Have you been sued and it’s the fault of your former attorney: How long until you are precluded from suing the real party responsible?
Five years ago you engaged the services of an attorney to represent your interests in a certain transaction. All of a sudden the transaction is being challenged and you have been sued. It quickly comes to your attention that the pending litigation is a result of inaccurate legal advice given by your attorney three years ago. What are your options and how quickly must you act?
First, engage the services of a qualified attorney to help navigate you through the difficult to understand area of law that is contribution and indemnity.
Second, consider bringing a claim for contribution and/or indemnity against your former attorney. “[T]he right of indemnity and the right of contribution are separate and distinct theories of recovery and are mutually exclusive remedies for allocating the plaintiff’s damages.” Kerschner v. Weiss & Co., 282 Ill. App. 3d 497, 502 (1996). The decision about whether to bring a claim for contribution, indemnity or both – recognizing you will ultimately only be able prevail as to one theory – against your former attorney is a difficult decision made by analyzing the facts of each specific case and weighing them against the elements necessary to prove each theory. The factors and analysis used to determine this decision will be discussed in a later article. For the purpose of this article, we will focus only on how quickly one must act to bring either or both of these claims against his or her former attorney.
Illinois statute of limitations to bring a claim of contribution or indemnity “where an underlying action has been filed by a claimant” is as follows:
No action for contribution or indemnity may be commenced more than 2 years after the party seeking contribution or indemnity has been served with process in the underlying action or more than 2 years from the time the party, or his or her privy, knew or should reasonably have known of an act or omission giving rise to the action for contribution or indemnity, whichever period expires later.
735 ILCS 5/13-204(b). At first blush, the answer seems simple: a party has two years from the time it is sued to bring an action for contribution or indemnity against its former attorney. In reality, the answer is not so simple.
Illinois law provides a statute of limitations to actions specifically against attorneys. The statute provides:
An action for damages based on tort, contract, or otherwise (i) against an attorney arising out of an act or omission in the performance of professional services . . . must be commenced within 2 years from the time the person bringing the action knew or reasonably should have known of the injury for which damages are sought.
735 ILCS 5/13-214.3(b). In the scenario outlined above, it appears that the party being sued would be precluded from filing an action for indemnity or contribution against its former attorney because the act or omission of the attorney occurred at the time of the transaction – meaning the party could only sue its former attorney for the 2 years immediately following the attorney’s representation in the transaction in question. This outcome is seriously prejudicial to clients, especially clients represented by attorneys for transactional-type services, in which the inaccurate advice of the attorney may not be discovered for several years after the transaction took place.

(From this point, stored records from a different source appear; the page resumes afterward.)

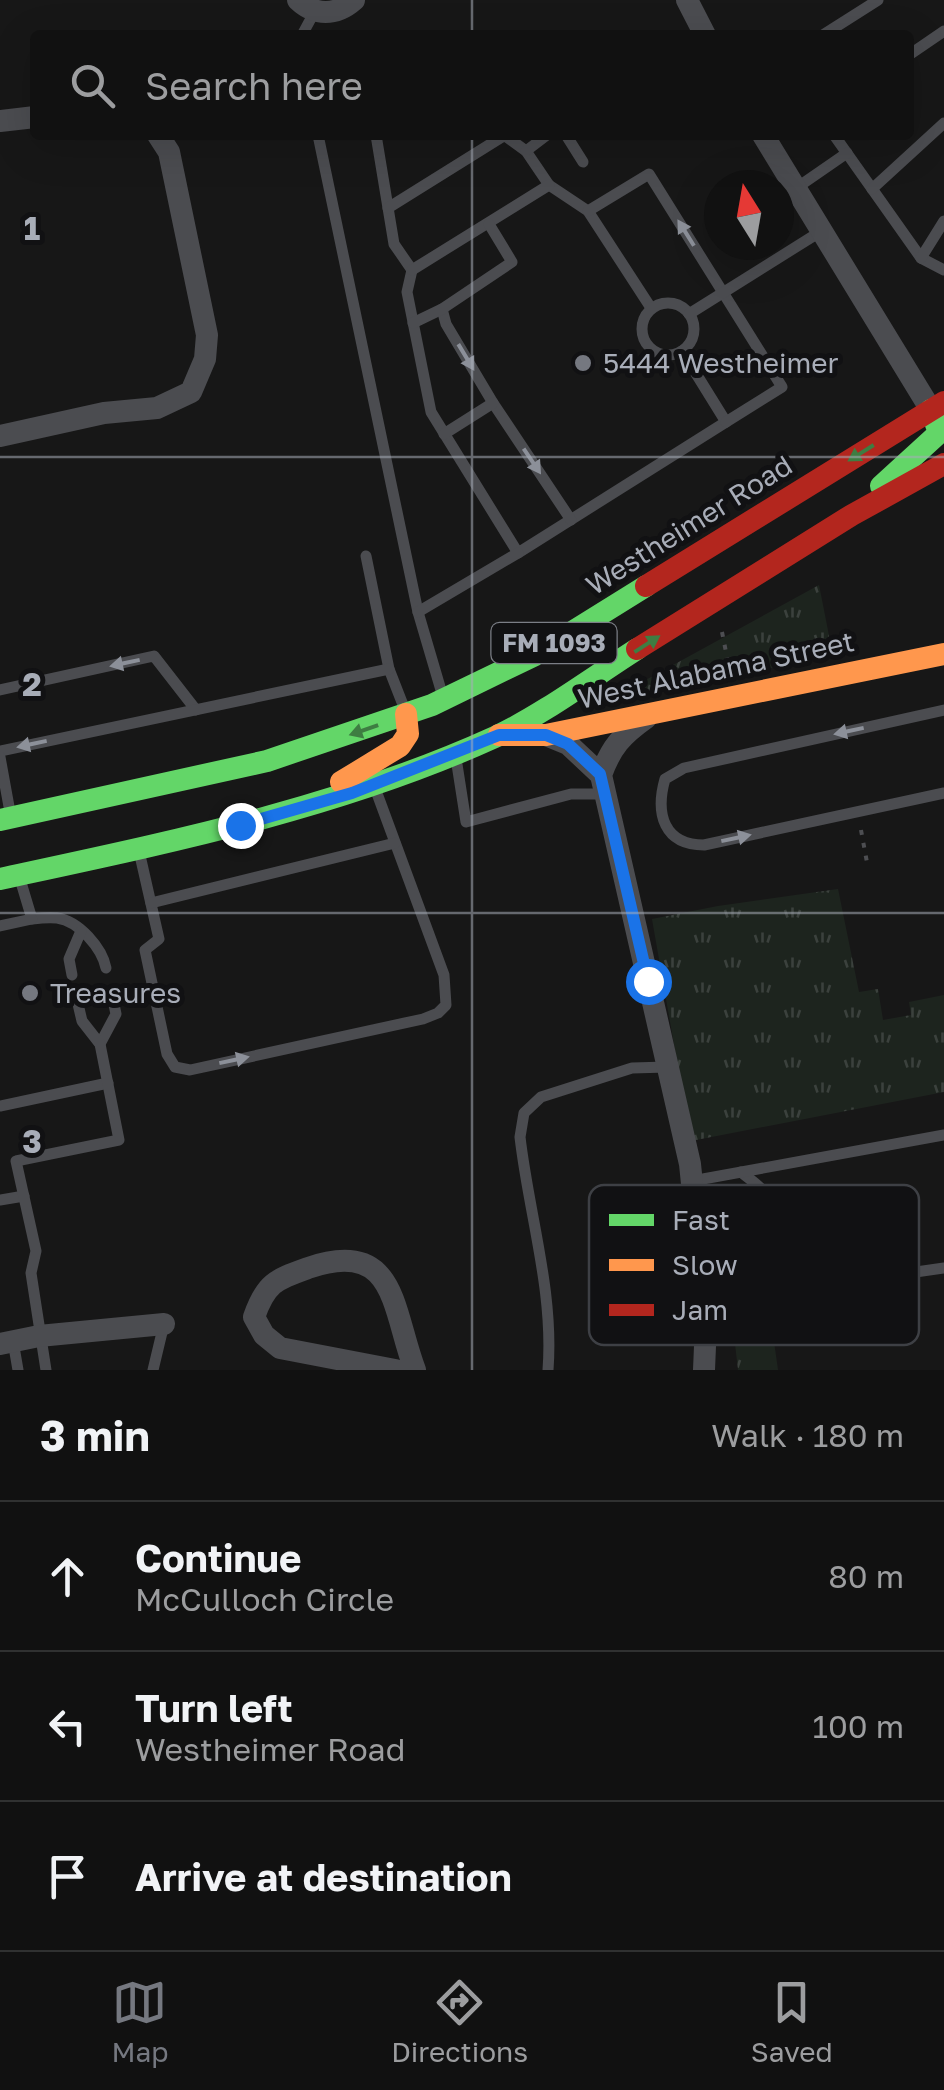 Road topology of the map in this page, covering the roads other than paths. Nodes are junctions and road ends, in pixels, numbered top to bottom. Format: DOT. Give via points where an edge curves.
graph roads {
  1 [pos="354,0"];
  2 [pos="687,0"];
  3 [pos="878,0"];
  4 [pos="306,6"];
  5 [pos="701,30"];
  6 [pos="832,30"];
  7 [pos="944,31"];
  8 [pos="914,52"];
  9 [pos="30,117"];
  10 [pos="0,122"];
  11 [pos="944,123"];
  12 [pos="161,140"];
  13 [pos="319,140"];
  14 [pos="377,140"];
  15 [pos="496,140"];
  16 [pos="511,140"];
  17 [pos="540,140"];
  18 [pos="569,140"];
  19 [pos="766,140"];
  20 [pos="837,140"];
  21 [pos="526,151"];
  22 [pos="846,154"];
  23 [pos="583,162"];
  24 [pos="778,170"];
  25 [pos="549,185"];
  26 [pos="872,189"];
  27 [pos="794,190"];
  28 [pos="794,200"];
  29 [pos="388,208"];
  30 [pos="588,212"];
  31 [pos="944,220"];
  32 [pos="488,224"];
  33 [pos="823,230"];
  34 [pos="921,258"];
  35 [pos="412,270"];
  36 [pos="944,270"];
  37 [pos="723,292"];
  38 [pos="651,308"];
  39 [pos="442,309"];
  40 [pos="689,314"];
  41 [pos="413,323"];
  42 [pos="682,351"];
  43 [pos="493,402"];
  44 [pos="937,406"];
  45 [pos="726,422"];
  46 [pos="444,434"];
  47 [pos="0,436"];
  48 [pos="944,464"];
  49 [pos="852,516"];
  50 [pos="571,520"];
  51 [pos="518,553"];
  52 [pos="366,556"];
  53 [pos="418,612"];
  54 [pos="944,654"];
  55 [pos="389,670"];
  56 [pos="0,690"];
  57 [pos="444,699"];
  58 [pos="196,710"];
  59 [pos="944,710"];
  60 [pos="406,714"];
  61 [pos="651,714"];
  62 [pos="499,735"];
  63 [pos="546,735"];
  64 [pos="0,754"];
  65 [pos="455,754"];
  66 [pos="602,784"];
  67 [pos="374,785"];
  68 [pos="944,792"];
  69 [pos="302,807"];
  70 [pos="6,818"];
  71 [pos="395,843"];
  72 [pos="138,846"];
  73 [pos="10,877"];
  74 [pos="151,903"];
  75 [pos="32,919"];
  76 [pos="0,926"];
  77 [pos="81,931"];
  78 [pos="106,968"];
  79 [pos="72,975"];
  80 [pos="112,995"];
  81 [pos="78,1004"];
  82 [pos="100,1044"];
  83 [pos="667,1067"];
  84 [pos="108,1083"];
  85 [pos="0,1106"];
  86 [pos="944,1135"];
  87 [pos="741,1172"];
  88 [pos="692,1181"];
  89 [pos="692,1185"];
  90 [pos="755,1185"];
  91 [pos="24,1196"];
  92 [pos="0,1200"];
  93 [pos="944,1268"];
  94 [pos="919,1272"];
  95 [pos="164,1324"];
  96 [pos="39,1336"];
  97 [pos="6,1343"];
  98 [pos="705,1345"];
  99 [pos="18,1370"];
  100 [pos="46,1370"];
  101 [pos="153,1370"];
  102 [pos="395,1370"];
  103 [pos="415,1370"];
  104 [pos="548,1370"];
  105 [pos="704,1370"];
  1 -- 4 [label="street" via="337,11"];
  2 -- 5 [label="street"];
  3 -- 6 [label="lane"];
  7 -- 8 [label="lane"];
  9 -- 10 [label="street"];
  11 -- 26 [label="lane"];
  12 -- 47 [label="street" via="207,336 191,392 156,408"];
  13 -- 53 [label="lane"];
  14 -- 29 [label="lane"];
  15 -- 29 [label="lane"];
  16 -- 21 [label="lane"];
  17 -- 21 [label="lane"];
  18 -- 23 [label="lane"];
  19 -- 24 [label="street"];
  20 -- 22 [label="lane"];
  21 -- 25 [label="lane"];
  22 -- 26 [label="lane"];
  22 -- 27 [label="lane"];
  25 -- 30 [label="lane"];
  25 -- 32 [label="lane"];
  26 -- 34 [label="lane"];
  28 -- 33 [label="street"];
  29 -- 35 [label="lane" via="394,244"];
  37 -- 30 [label="lane, one-way" via="649,174"];
  30 -- 38 [label="lane"];
  31 -- 34 [label="lane"];
  32 -- 35 [label="lane"];
  32 -- 39 [label="lane" via="512,262"];
  33 -- 37 [label="lane"];
  33 -- 44 [label="street"];
  34 -- 36 [label="lane"];
  35 -- 41 [label="lane" via="407,292"];
  37 -- 40 [label="lane"];
  37 -- 45 [label="lane" via="782,387"];
  38 -- 40 [label="lane" via="667,302"];
  38 -- 42 [label="lane" via="642,323 644,340 656,353"];
  39 -- 41 [label="lane"];
  39 -- 43 [label="lane, one-way"];
  40 -- 42 [label="lane" via="692,338"];
  41 -- 46 [label="lane" via="432,412"];
  42 -- 45 [label="lane"];
  43 -- 46 [label="lane"];
  43 -- 50 [label="lane, one-way"];
  44 -- 49 [label="main road" via="939,433"];
  44 -- 57 [label="main road, Westheimer Road / FM 1093, one-way" via="536,654"];
  45 -- 50 [label="lane"];
  46 -- 51 [label="lane"];
  48 -- 49 [label="main road, FM 1093"];
  62 -- 49 [label="main road, FM 1093, one-way"];
  50 -- 51 [label="lane"];
  51 -- 53 [label="lane"];
  52 -- 55 [label="lane"];
  53 -- 57 [label="lane"];
  54 -- 61 [label="main road, West Alabama Street"];
  55 -- 58 [label="lane"];
  55 -- 60 [label="lane"];
  58 -- 56 [label="lane, one-way" via="154,656"];
  57 -- 60 [label="main road, Westheimer Road / FM 1093"];
  58 -- 64 [label="lane, one-way"];
  59 -- 68 [label="lane, one-way" via="684,768 664,779 660,796 669,833 684,845 704,845"];
  60 -- 69 [label="main road" via="408,734 400,746"];
  60 -- 70 [label="main road, Westheimer Road / FM 1093, one-way" via="267,761"];
  61 -- 63 [label="main road, West Alabama Street"];
  61 -- 66 [label="street" via="609,750"];
  62 -- 63 [label="main road, West Alabama Street"];
  62 -- 65 [label="main road, FM 1093"];
  63 -- 66 [label="street" via="568,744"];
  64 -- 70 [label="lane"];
  65 -- 66 [label="lane" via="466,822"];
  65 -- 67 [label="main road, FM 1093"];
  66 -- 83 [label="street"];
  67 -- 69 [label="main road, FM 1093"];
  67 -- 71 [label="lane"];
  69 -- 72 [label="main road, FM 1093"];
  71 -- 74 [label="lane"];
  74 -- 71 [label="lane, one-way" via="159,939 146,950 162,1033 180,1069 433,1015 447,1002 444,974"];
  72 -- 73 [label="main road, FM 1093"];
  72 -- 74 [label="lane"];
  73 -- 75 [label="lane"];
  75 -- 76 [label="lane"];
  75 -- 77 [label="lane" via="60,918"];
  77 -- 78 [label="lane" via="104,954"];
  77 -- 79 [label="lane" via="69,959"];
  80 -- 82 [label="lane" via="116,1014"];
  81 -- 82 [label="lane"];
  82 -- 84 [label="lane"];
  83 -- 88 [label="street"];
  83 -- 104 [label="lane" via="632,1068 542,1097 524,1113 520,1137 547,1296"];
  84 -- 85 [label="lane"];
  84 -- 91 [label="lane" via="118,1140 16,1161"];
  86 -- 87 [label="lane"];
  87 -- 88 [label="lane"];
  87 -- 90 [label="lane"];
  88 -- 89 [label="street"];
  91 -- 92 [label="lane"];
  91 -- 96 [label="lane" via="36,1252 31,1274"];
  93 -- 94 [label="lane"];
  95 -- 96 [label="street"];
  95 -- 101 [label="lane"];
  96 -- 97 [label="street"];
  96 -- 100 [label="lane"];
  97 -- 99 [label="lane"];
  98 -- 105 [label="street"];
  102 -- 103 [label="street" via="280,1348 254,1317 262,1292 278,1278 322,1263 360,1260 391,1290"];
}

Luckily – for clients at least – the law is actually not as harsh at it seems. The key is the language at the end of the statute applicable to attorneys: “from the time the person bringing the action knew or reasonably should have known of the injury for which damages are sought.” “For the purposes of a legal malpractice action, a client is not considered to be injured unless and until he has suffered a loss for which he may seek monetary damages.” Blue Water Partners, Inc. v. Edwin D. Mason, Foley and Lardner, 2012 IL App (1st) 102165, ¶ 49. Therefore, the statute of limitations for a party to sue its former attorney does not commence unless or until the party suffers a loss in which it can seek monetary damages (e.g. a judgment).
Arguably, a party suffers damages when it begins incurring attorney’s fees to defend the action allegedly caused by the former attorney. However, “incurring of additional attorney fees may trigger the running of the statute of limitations for legal malpractice purposes, but only where it is clear, at the time the additional fees are incurred, that the fees are directly attributable to former counsel’s neglect.” Lucey v. Law Offices of Pretzel & Stouffer, Chartered, 301 Ill. App. 3d 349, 355 (1st Dist. 1998). Exceptions to the rule are always possible, but will depend on the unique facts and circumstances of each case.
Despite the requirement that a party suffer a loss prior to the statute of limitations for an action against its attorney commencing, a party does not have an endless amount of time to bring an action against its former attorney. The statute pertaining to actions specifically against attorneys includes the following limiting language:
An action . . . may not be commenced in any event more than 6 years after the date on which the act or omission occurred.
735 ILCS 5/13-214.3(c). Therefore, a party may only sue its attorney for an act or omission in the performance of professional services for 6 years following the act or omission. Even though the statute limiting actions against attorneys appears – at first – to unfairly limit client actions against former attorneys to 2 years after an attorneys act or omission, it is actually somewhat forgiving and allows clients who find themselves in a lawsuit as a result a former attorneys inaccurate advice at least some time to bring an action based on theories of indemnity or contribution against the former attorney who is actually responsible. Again, if you do find yourself in situation such as the one describe above, the best advice is to always contact a qualified attorney as soon as possible.